Il gran numero di checkpoint e blocchi stradali attualmente in vigore in tutta Gerusalemme est sconvolgono seriamente la routine quotidiana di circa 300.000 palestinesi . Anche se la chiusura non è ermetica si creano molti ingorghi. Nel quartiere el-'Esawiyah, che è la patria di oltre 15.000 persone, le forze di sicurezza hanno lasciato solo una strada aperta al traffico l'. Le ispezioni ritardano notevolmente il traffico. Come risultato di tutti questi fattori i bambini e gli studenti arrivano in ritardo a scuola e lavoratori arrivano in ritardo al loro posto di lavoro.
Ingorgo stradale a un checkpoint con equipaggio nel quartiere di a-Tur.

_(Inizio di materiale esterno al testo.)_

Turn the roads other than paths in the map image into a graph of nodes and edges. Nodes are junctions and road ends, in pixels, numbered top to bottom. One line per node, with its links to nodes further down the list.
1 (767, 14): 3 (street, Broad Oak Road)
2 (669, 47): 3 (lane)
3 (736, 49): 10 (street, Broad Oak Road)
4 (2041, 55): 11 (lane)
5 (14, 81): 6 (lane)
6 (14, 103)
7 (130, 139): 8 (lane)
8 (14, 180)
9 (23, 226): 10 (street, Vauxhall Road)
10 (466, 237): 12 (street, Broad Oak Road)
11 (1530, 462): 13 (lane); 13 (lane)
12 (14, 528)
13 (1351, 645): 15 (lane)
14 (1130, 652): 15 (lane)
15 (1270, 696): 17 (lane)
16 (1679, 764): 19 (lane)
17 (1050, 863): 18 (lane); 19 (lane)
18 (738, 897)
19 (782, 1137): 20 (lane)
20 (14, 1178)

Photo: 'Amer' Aruri, B'Tselem, 18 ottobre 2015
La limitazione della libertà di movimento di tutti i palestinesi a
Gerusalemme Est costituisce una punizione collettiva vietato dal diritto internazionale.
Tale punizione danneggia soprattutto i membri più vulnerabili della
società che hanno più difficoltà a muoversi e influenza negativamente la vita dei residenti e la routine quotidiana.
Si tratta di un approccio illegale e immorale che non tiene conto del fatto
che i residenti palestinesi di Gerusalemme Est, che vivono sotto
l'occupazione, subiscono regolarmente gravi discriminazioni e violazione
continue dei loro diritti umani.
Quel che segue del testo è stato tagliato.